As I expected, the training over the weekend was more exercise than a third trip to the gym would be. A full weekend of training and practicing patrols, ambushes, weapons drills and reacting to contact took everything I had. There was no way I was going to be able to make it to the gym on Monday and, sure enough, I didn’t.
I did make it on Tuesday instead. It was a good workout and I was able to continue to increase the number of reps on some exercises I have been doing. For the first time since hurting my hip I also added squats back into the mix; just a few, performed very carefully. As of Wednesday morning, no significant issues from the squats. In fact, on Wednesday I started walking again. I’m taking it easy, between a mile and half a mile for now.

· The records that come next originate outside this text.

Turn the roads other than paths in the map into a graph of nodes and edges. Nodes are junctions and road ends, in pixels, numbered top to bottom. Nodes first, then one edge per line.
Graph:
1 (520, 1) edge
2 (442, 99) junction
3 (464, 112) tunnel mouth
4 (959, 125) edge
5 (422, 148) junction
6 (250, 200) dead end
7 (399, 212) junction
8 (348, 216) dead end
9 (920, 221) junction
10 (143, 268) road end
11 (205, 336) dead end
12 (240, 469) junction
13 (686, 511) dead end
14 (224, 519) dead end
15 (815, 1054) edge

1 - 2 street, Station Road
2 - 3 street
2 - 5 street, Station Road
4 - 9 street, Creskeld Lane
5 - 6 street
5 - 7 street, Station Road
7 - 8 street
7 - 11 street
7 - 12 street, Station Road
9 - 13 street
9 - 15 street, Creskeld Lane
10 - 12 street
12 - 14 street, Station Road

Worked out again on Thursday and I was able to increase reps on a number of exercises and added another (very short) set of squats to the routine. Walked again today and there was very little pain or discomfort. For the first time this year I feel like I am on the mend physically and making some progress!
I didn’t make it to the gym Saturday but I spent the day trimming trees and hauling the branches and other trash to the dump. I do believe I had a tougher workout doing this than a trip to the gym. At least it feels like it.
I saw the doctor about my hip and shoulder on Monday. X-Rays showed no problems with the bone. He offered a cortisone shot and I was happy to take it. I can walk without pain now and maybe my mom won’t outrun me in the parking lot again. He did say to take it very easy. The shot helps with the pain but overdoing it will just make the injury worse.
Instead of hitting the gym on Monday evening I attended a carbine class and although it wasn’t particularly difficult training it was still a bit of a work out doing weapon manipulations drills for two hours.
Made it to the Gym on Tuesday and it went well. I’m still skipping the leg exercises so the hip can rest and heal. I was hurting a little the next day because I wasn’t thinking about it and tried a lower ab exercise that initially felt fine but on the second set I realized was using the hip quite a bit. The pain was gone by Wednesday.
Thursday at the gym went well also. Again I was able to increase the reps on several exercises. I went for a short walk with two of my grandsons and my hip was giving me problems within a very short distance.
No third gym day this week. I have another small unit tactical training. That will probably be more of a workout than the gym time.
I hurt my hip a few weeks ago and it has been bothering me ever since. The training I did last weekend aggravated the injury and I could barely walk for a bit. So, I have had to drop walking and leg exercises from my routine until it heals up.
Overall, not a bad week but not a good one either.